Task to complete
The records below are to be copied exactly, with every picture left out.
○ ○ ○ ○
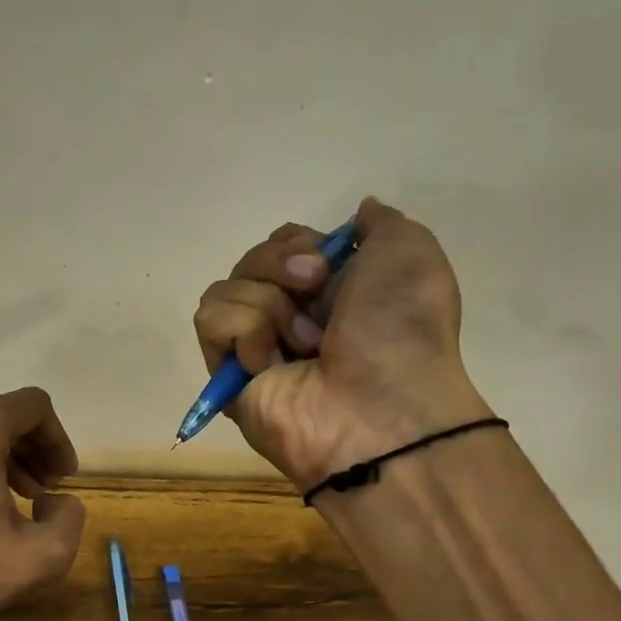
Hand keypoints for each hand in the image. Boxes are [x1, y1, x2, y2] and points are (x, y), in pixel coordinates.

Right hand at [193, 197, 492, 489]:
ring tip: (306, 344)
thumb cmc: (400, 329)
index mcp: (332, 290)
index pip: (283, 242)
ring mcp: (257, 347)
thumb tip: (357, 213)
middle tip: (315, 288)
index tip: (327, 259)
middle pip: (252, 260)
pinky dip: (245, 332)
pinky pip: (211, 321)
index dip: (299, 242)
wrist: (379, 407)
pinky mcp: (228, 374)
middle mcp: (291, 315)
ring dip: (270, 305)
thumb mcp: (409, 252)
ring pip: (227, 288)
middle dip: (282, 264)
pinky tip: (274, 364)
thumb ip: (380, 223)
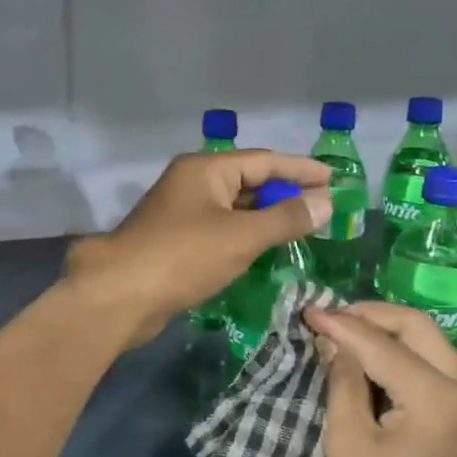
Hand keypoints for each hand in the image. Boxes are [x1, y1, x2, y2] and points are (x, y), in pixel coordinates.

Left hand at [62, 150, 331, 349]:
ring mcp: (181, 213)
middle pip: (249, 182)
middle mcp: (192, 183)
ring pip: (234, 209)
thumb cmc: (184, 256)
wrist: (121, 295)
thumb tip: (326, 201)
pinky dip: (246, 236)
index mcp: (205, 169)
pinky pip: (221, 230)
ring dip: (266, 218)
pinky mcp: (176, 241)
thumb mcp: (242, 236)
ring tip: (304, 228)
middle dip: (285, 195)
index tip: (335, 180)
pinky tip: (267, 250)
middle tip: (324, 208)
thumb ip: (286, 218)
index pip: (264, 161)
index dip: (301, 170)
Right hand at [306, 302, 456, 456]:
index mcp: (436, 397)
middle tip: (331, 318)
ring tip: (348, 334)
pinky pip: (441, 363)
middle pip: (417, 325)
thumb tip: (334, 343)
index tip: (307, 311)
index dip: (340, 324)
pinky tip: (378, 361)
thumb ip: (343, 386)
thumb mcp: (350, 448)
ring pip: (432, 340)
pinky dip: (408, 353)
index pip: (380, 344)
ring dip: (390, 331)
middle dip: (371, 314)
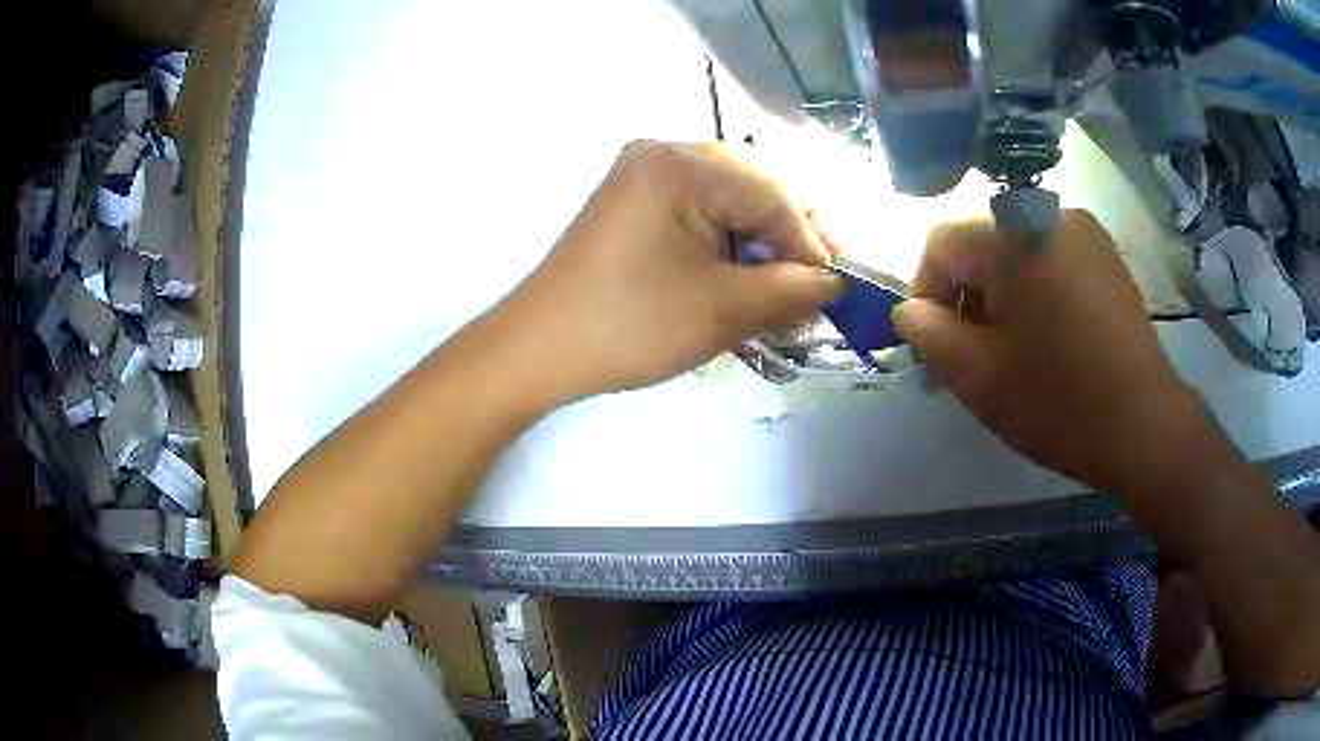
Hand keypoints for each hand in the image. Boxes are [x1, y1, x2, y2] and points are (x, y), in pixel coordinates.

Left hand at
○ ○ ○ ○
Response area
Hand keypoints for each hand in the image. Boxes are [x1, y1, x2, y2] and points are (x, y), in pixel coordinates.

Right hand at [193, 197, 492, 489]:
ring tip: (306, 344)
thumb cmc: (400, 329)
index mcp: (332, 290)
index pip: (283, 242)
ring mcp: (257, 347)
thumb tip: (357, 213)
middle tip: (315, 288)
index tip: (327, 259)
middle pip: (252, 260)
pinky dip: (245, 332)
pinky pip: (211, 321)
index dip: (299, 242)
wrist: (379, 407)
pinky mcp: (228, 374)
middle mcp: (291, 315)
ring dip: (270, 305)
thumb mcp: (409, 252)
ring pip: (227, 288)
middle dip: (282, 264)
pinky tip: (274, 364)
thumb ip: (380, 223)
Hand keypoints for each hand in the image. Boxes are [x1, y1, x2, y2] and points are (x, y), in pixel coordinates.

Left hand at [62, 150, 331, 349]:
ring mcp: (181, 213)
middle pip: (249, 182)
middle mcp: (192, 183)
ring pip: (234, 209)
thumb cmc: (184, 256)
wrist: (121, 295)
thumb tip: (326, 201)
pinky dip: (246, 236)
index mcp: (205, 169)
pinky pip: (221, 230)
ring dip: (266, 218)
pinky mcp: (176, 241)
thumb mcp: (242, 236)
ring tip: (304, 228)
middle dip: (285, 195)
index tip: (335, 180)
pinky tip: (267, 250)
middle tip: (324, 208)
thumb ip: (286, 218)
index pip: (264, 161)
index dip: (301, 170)
Right hand at [306, 302, 456, 456]:
index mcp: (436, 397)
middle tip: (331, 318)
ring tip: (348, 334)
pinky pip: (441, 363)
middle pip: (417, 325)
thumb tip: (334, 343)
index tip: (307, 311)
index dip: (340, 324)
pinky tip: (378, 361)
thumb ip: (343, 386)
thumb mcp: (350, 448)
ring pip: (432, 340)
pinky dip: (408, 353)
index pip: (380, 344)
ring dip: (390, 331)
middle dip: (371, 314)
Hand keypoints for each hand in the image. Boxes are [x1, y1, x2, y2] and points are (x, y), in pixel coordinates.

Left hand at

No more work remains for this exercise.